In the promotion of her fifth album, Lust For Life, Lana heavily implied that she wanted to tackle issues bigger than a broken heart. She lamented the Trump presidency and stopped performing underneath a giant American flag. On “Coachella — Woodstock In My Mind,” the titular festival is overshadowed by international conflict: “It was Woodstock in my mind / In the next morning / They put out the warning / Tensions were rising over country lines.” And on the similarly verbose “When the World Was At War We Kept Dancing,” she bemoaned “the end of an era” — “Is it the end of America?” she murmured, awash in reverb. Lust For Life feels like a time capsule of the early days of the presidency — pussy hats, “this is not normal,” name-calling as praxis. Lana’s protests were neat, contained, and confined to a lamentation or two; the rest of the album, by contrast, was flooded in sunlight.
But where Lust For Life took unrest as an exception, a disruption, Norman F*cking Rockwell treats it as a given, its exhaustive bleakness used for mood lighting. The album title was a response to what Lana and the album’s producer, pop wunderkind Jack Antonoff, saw as the absurdity of the status quo. “This is where we’re at — Norman F*cking Rockwell. We’re going to go to Mars, and Trump is president,” she explained in an interview with Vanity Fair. By reframing discontent and deception through the lens of the album’s namesake, whose pristine illustrations for The Saturday Evening Post painted a droll and cheeky picture of Americana, Lana was suggesting that nothing could be more American than the current era.

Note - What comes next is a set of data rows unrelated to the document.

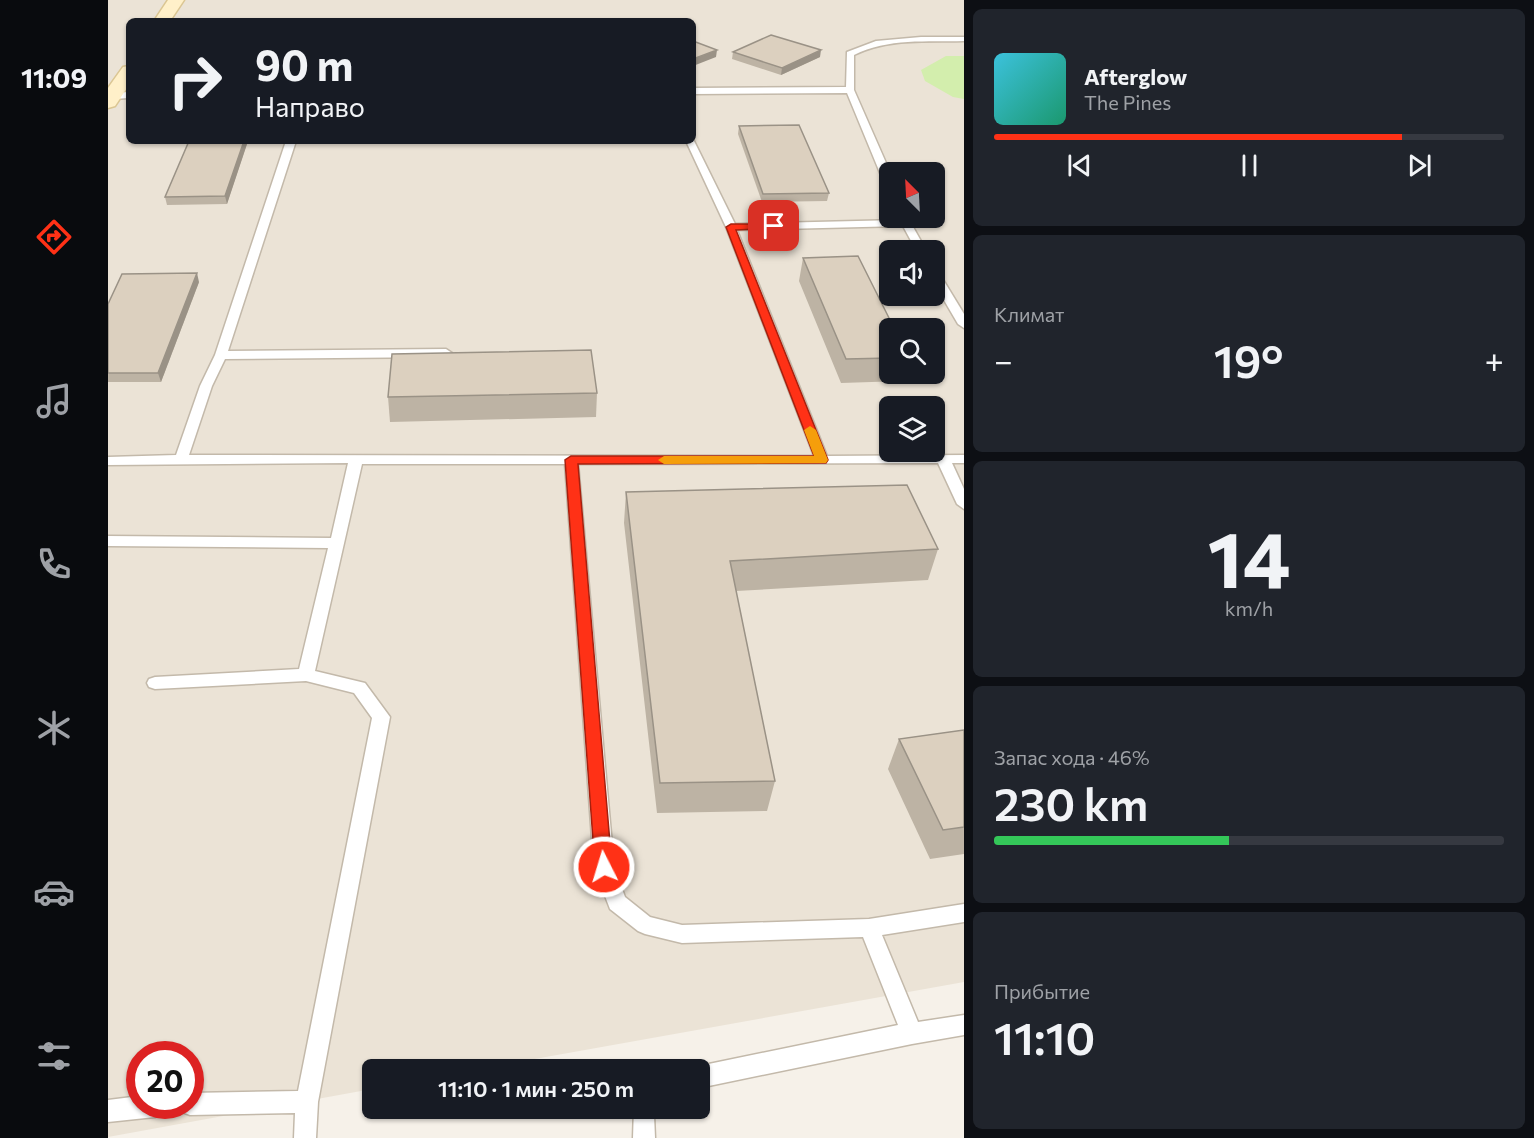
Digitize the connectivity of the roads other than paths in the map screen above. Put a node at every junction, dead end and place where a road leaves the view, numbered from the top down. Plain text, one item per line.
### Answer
1 (176, 0) edge
2 (164, 18) edge
3 (964, 39) edge
4 (126, 77) edge
5 (850, 90) junction
6 (696, 91) edge
7 (116, 98) edge
8 (290, 144) edge
9 (692, 144) edge
10 (880, 162) edge
11 (879, 221) edge
12 (731, 227) junction
13 (945, 292) edge
14 (964, 324) edge
15 (461, 353) edge
16 (221, 355) junction
17 (181, 459) junction
18 (945, 459) edge
19 (964, 459) edge
20 (356, 460) junction
21 (571, 460) junction
22 (822, 460) junction
23 (879, 460) edge
24 (108, 461) edge
25 (944, 462) edge
26 (964, 504) edge
27 (108, 541) edge
28 (337, 543) junction
29 (306, 675) junction
30 (155, 683) dead end
31 (964, 913) edge
32 (869, 928) junction
33 (964, 1025) edge
34 (912, 1033) junction
35 (710, 1075) edge
36 (307, 1102) junction
37 (204, 1104) edge
38 (126, 1109) edge
39 (108, 1111) edge
40 (643, 1119) edge
41 (305, 1138) edge
42 (644, 1138) edge

1 - 2 street
3 - 5 lane
4 - 7 street
5 - 6 lane
5 - 10 lane
8 - 16 lane
9 - 12 lane
11 - 12 lane
12 - 22 lane
13 - 14 lane
15 - 16 lane
16 - 17 lane
17 - 20 lane
17 - 24 lane
18 - 19 lane
20 - 21 lane
20 - 28 lane
21 - 22 lane
21 - 32 lane
22 - 23 lane
25 - 26 lane
27 - 28 lane
28 - 29 lane
29 - 30 lane
29 - 36 lane
31 - 32 lane
32 - 34 lane
33 - 34 lane
34 - 35 lane
36 - 37 lane
36 - 41 lane
38 - 39 lane
40 - 42 lane

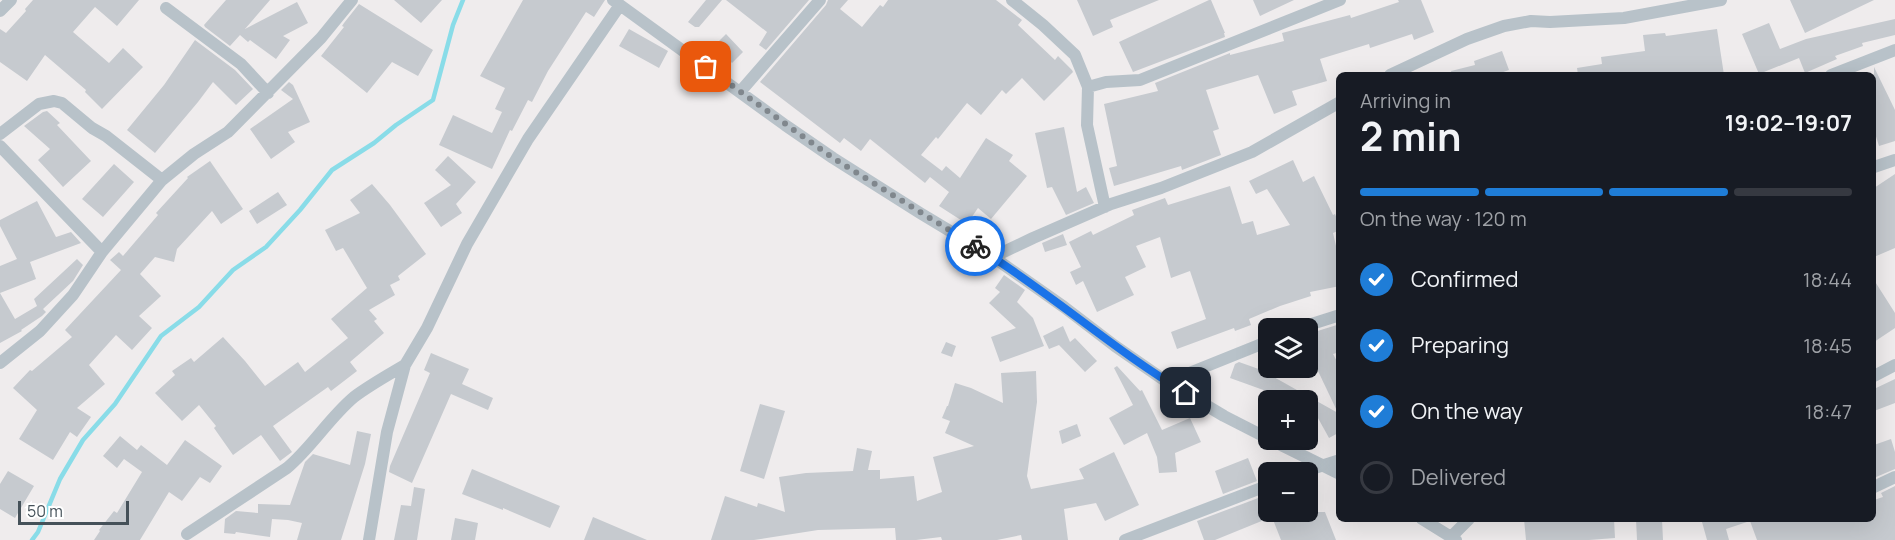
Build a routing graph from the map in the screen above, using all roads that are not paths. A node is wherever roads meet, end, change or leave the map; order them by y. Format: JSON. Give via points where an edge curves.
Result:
{"nodes":[{"id":1,"x":11,"y":0,"type":"edge"},
{"id":2,"x":352,"y":0,"type":"edge"},
{"id":3,"x":820,"y":0,"type":"edge"},
{"id":4,"x":1012,"y":0,"type":"edge"},
{"id":5,"x":1340,"y":0,"type":"edge"},
{"id":6,"x":1721,"y":0,"type":"edge"},
{"id":7,"x":616,"y":3,"type":"edge"},
{"id":8,"x":166,"y":8,"type":"dead end"},
{"id":9,"x":0,"y":11,"type":"edge"},
{"id":10,"x":1895,"y":50,"type":"edge"},
{"id":11,"x":1396,"y":72,"type":"edge"},
{"id":12,"x":1839,"y":72,"type":"edge"},
{"id":13,"x":1088,"y":87,"type":"junction"},
{"id":14,"x":740,"y":92,"type":"junction"},
{"id":15,"x":268,"y":93,"type":"junction"},
{"id":16,"x":1336,"y":104,"type":"edge"},
{"id":17,"x":0,"y":134,"type":"edge"},
{"id":18,"x":0,"y":146,"type":"edge"},
{"id":19,"x":1895,"y":160,"type":"edge"},
{"id":20,"x":1876,"y":166,"type":"edge"},
{"id":21,"x":162,"y":180,"type":"junction"},
{"id":22,"x":1105,"y":207,"type":"junction"},
{"id":23,"x":102,"y":252,"type":"junction"},
{"id":24,"x":993,"y":257,"type":"junction"},
{"id":25,"x":1336,"y":316,"type":"edge"},
{"id":26,"x":1318,"y":322,"type":"edge"},
{"id":27,"x":1258,"y":345,"type":"edge"},
{"id":28,"x":0,"y":363,"type":"edge"},
{"id":29,"x":405,"y":365,"type":"junction"},
{"id":30,"x":1895,"y":365,"type":"edge"},
{"id":31,"x":1876,"y":375,"type":"edge"},
{"id":32,"x":1167,"y":382,"type":"junction"},
{"id":33,"x":1258,"y":433,"type":"edge"},
{"id":34,"x":1292,"y":450,"type":"edge"},
{"id":35,"x":1336,"y":461,"type":"edge"},
{"id":36,"x":1322,"y":465,"type":"junction"},
{"id":37,"x":1318,"y":466,"type":"edge"},
{"id":38,"x":1336,"y":472,"type":"edge"},
{"id":39,"x":1895,"y":477,"type":"edge"},
{"id":40,"x":1876,"y":486,"type":"edge"},
{"id":41,"x":1258,"y":489,"type":"edge"},
{"id":42,"x":1427,"y":522,"type":"edge"},
{"id":43,"x":1466,"y":522,"type":"edge"},
{"id":44,"x":187,"y":534,"type":"dead end"},
{"id":45,"x":1453,"y":538,"type":"edge"},
{"id":46,"x":369,"y":540,"type":"edge"},
{"id":47,"x":1125,"y":540,"type":"edge"}],
"edges":[{"from":1,"to":9,"type":"street"},
{"from":2,"to":15,"type":"street"},
{"from":3,"to":14,"type":"street"},
{"from":4,"to":13,"type":"street","via":[[1075,56]]},
{"from":5,"to":13,"type":"street","via":[[1140,80]]},
{"from":6,"to":11,"type":"street","via":[[1624,18],[1531,21],[1504,26]]},
{"from":7,"to":14,"type":"street"},
{"from":7,"to":29,"type":"street","via":[[528,139],[467,244]]},
{"from":8,"to":15,"type":"street","via":[[241,64]]},
{"from":10,"to":12,"type":"street"},
{"from":13,"to":22,"type":"street","via":[[1087,125]]},
{"from":14,"to":24,"type":"street","via":[[833,158]]},
{"from":15,"to":21,"type":"street","via":[[228,132]]},
{"from":16,"to":22,"type":"street","via":[[1252,152]]},
{"from":17,"to":21,"type":"street","via":[[39,104],[62,103]]},
{"from":18,"to":23,"type":"street"},
{"from":19,"to":20,"type":"street"},
{"from":21,"to":23,"type":"street"},
{"from":22,"to":24,"type":"street"},
{"from":23,"to":28,"type":"street","via":[[73,295],[40,331]]},
{"from":24,"to":32,"type":"street"},
{"from":25,"to":26,"type":"street"},
{"from":27,"to":32,"type":"street"},
{"from":29,"to":44,"type":"street","via":[[354,398],[287,468]]},
{"from":29,"to":46,"type":"street","via":[[387,432]]},
{"from":30,"to":31,"type":"street"},
{"from":32,"to":33,"type":"street"},
{"from":34,"to":36,"type":"street"},
{"from":35,"to":36,"type":"street"},
{"from":36,"to":37,"type":"street"},
{"from":36,"to":38,"type":"street"},
{"from":39,"to":40,"type":"street"},
{"from":41,"to":47,"type":"street"},
{"from":42,"to":45,"type":"street"},
{"from":43,"to":45,"type":"street"}]}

Fittingly, then, Norman F*cking Rockwell rarely confronts political issues head-on, instead imbuing more grounded interpersonal reflections with an overwhelming sense of confusion and disillusionment. It’s one thing to lament the broad, patriarchal structures that have defined the Western canon and reproduce their hierarchies in trite, obvious, bad art. It’s another to sing, over a plaintive piano, “God damn, man child” as Lana does with a knowing sigh on the album’s opening track. “Your poetry’s bad and you blame the news,” she continues, but despite his obvious narcissism, she can’t seem to stop loving him.

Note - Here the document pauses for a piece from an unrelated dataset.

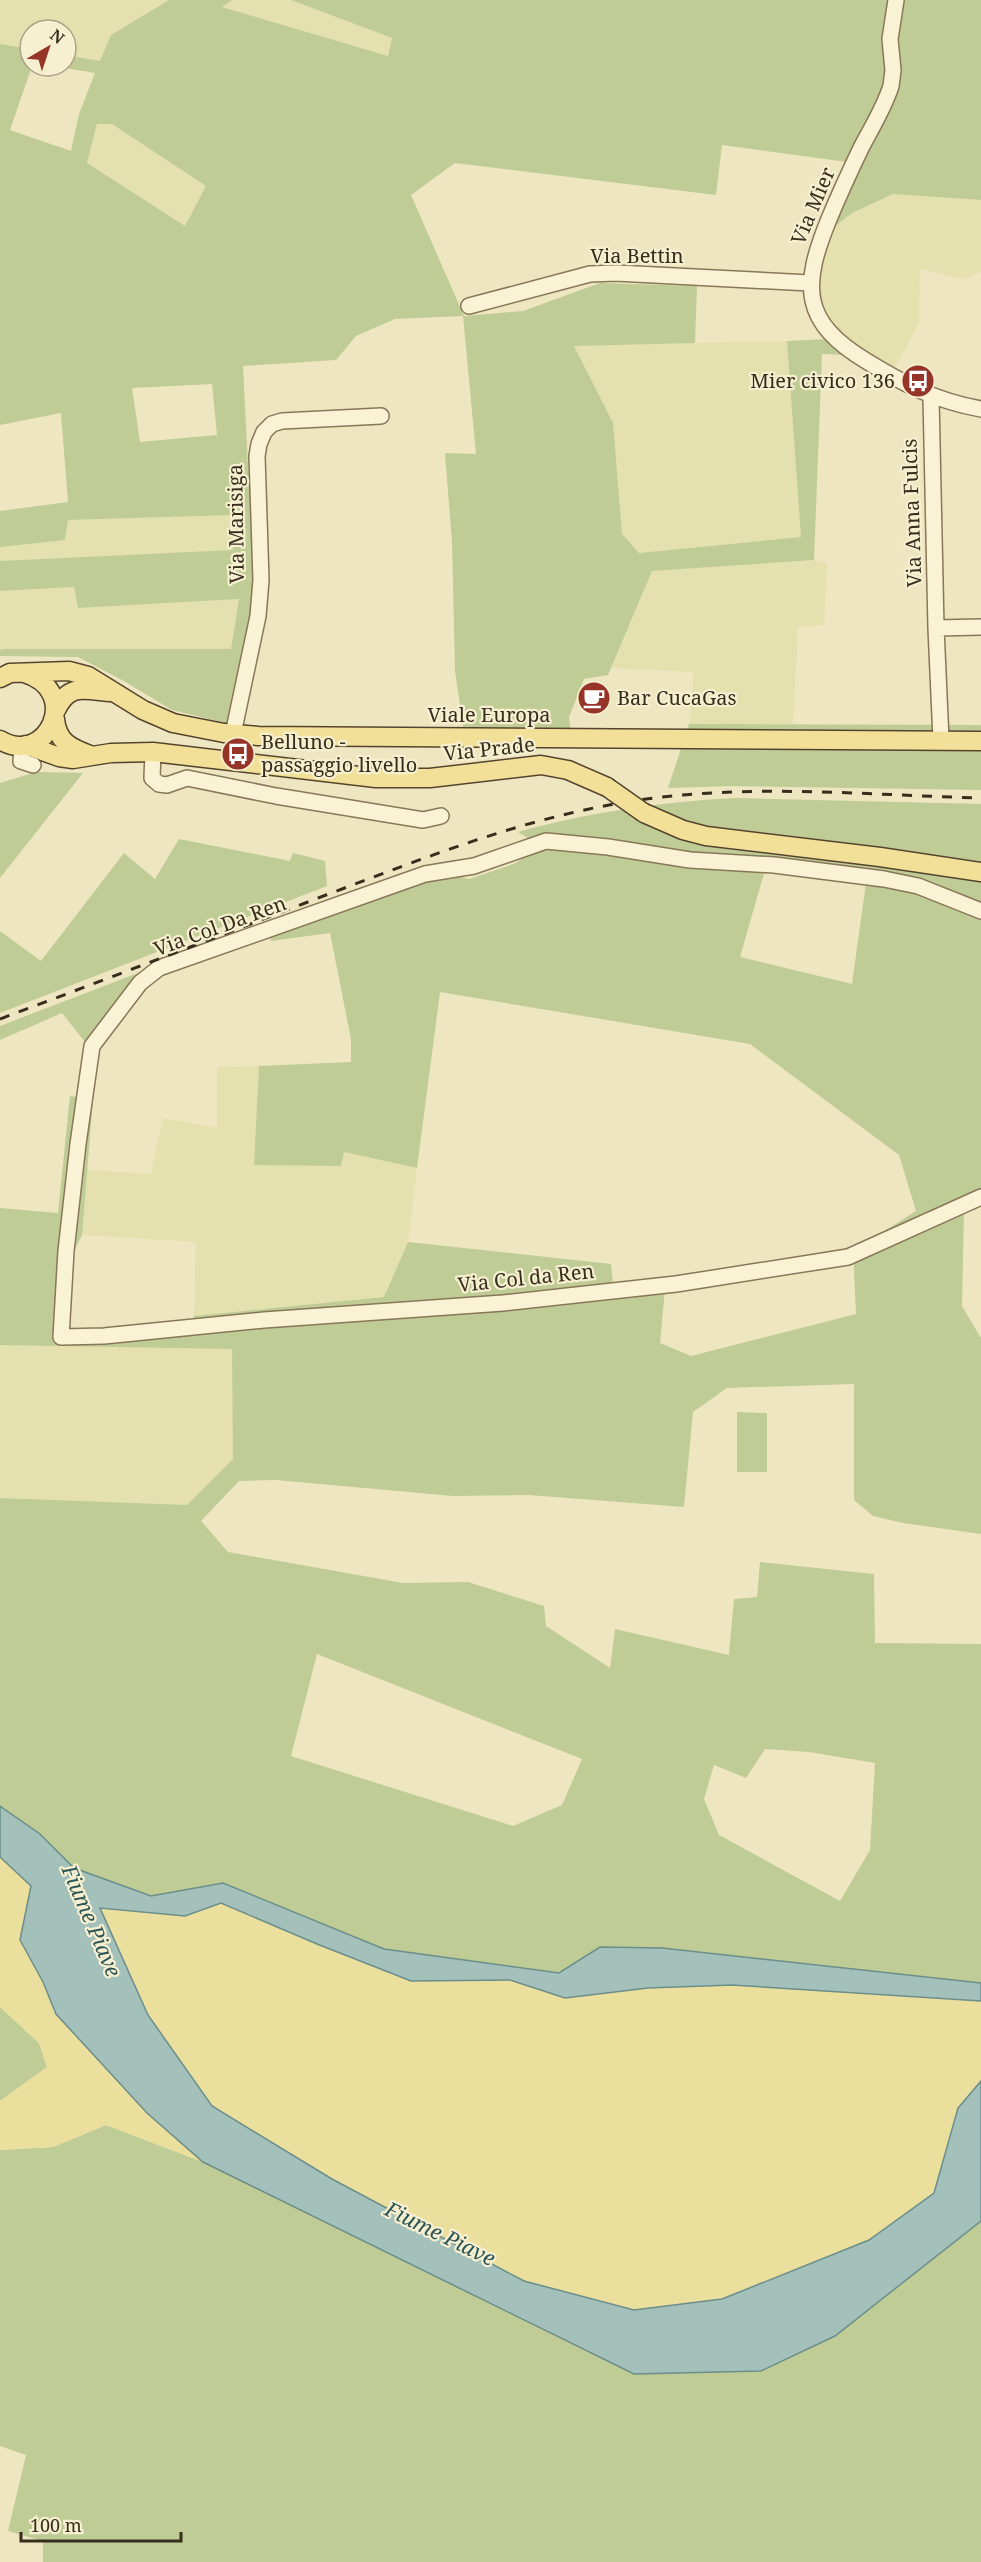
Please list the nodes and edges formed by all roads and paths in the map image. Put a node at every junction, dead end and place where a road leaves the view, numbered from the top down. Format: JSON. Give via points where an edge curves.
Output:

Lana has been scolded and dismissed for her imperfect feminism, her fascination with doomed, violent relationships. It’s an impulse that’s present on Norman F*cking Rockwell as well — on “How To Disappear,” she sings about watching men brawling “For the things that they hold dear / To forget the things they fear.” But in both of these songs, she uses her vantage point to cut through to the insecurities that underscore boorish bravado. Contrast that to music that seeks to empower through “you go girl” platitudes and the difference becomes clear: in a culture that seeks to obfuscate power dynamics, there is a satisfying tangibility to Lana’s personal poetics.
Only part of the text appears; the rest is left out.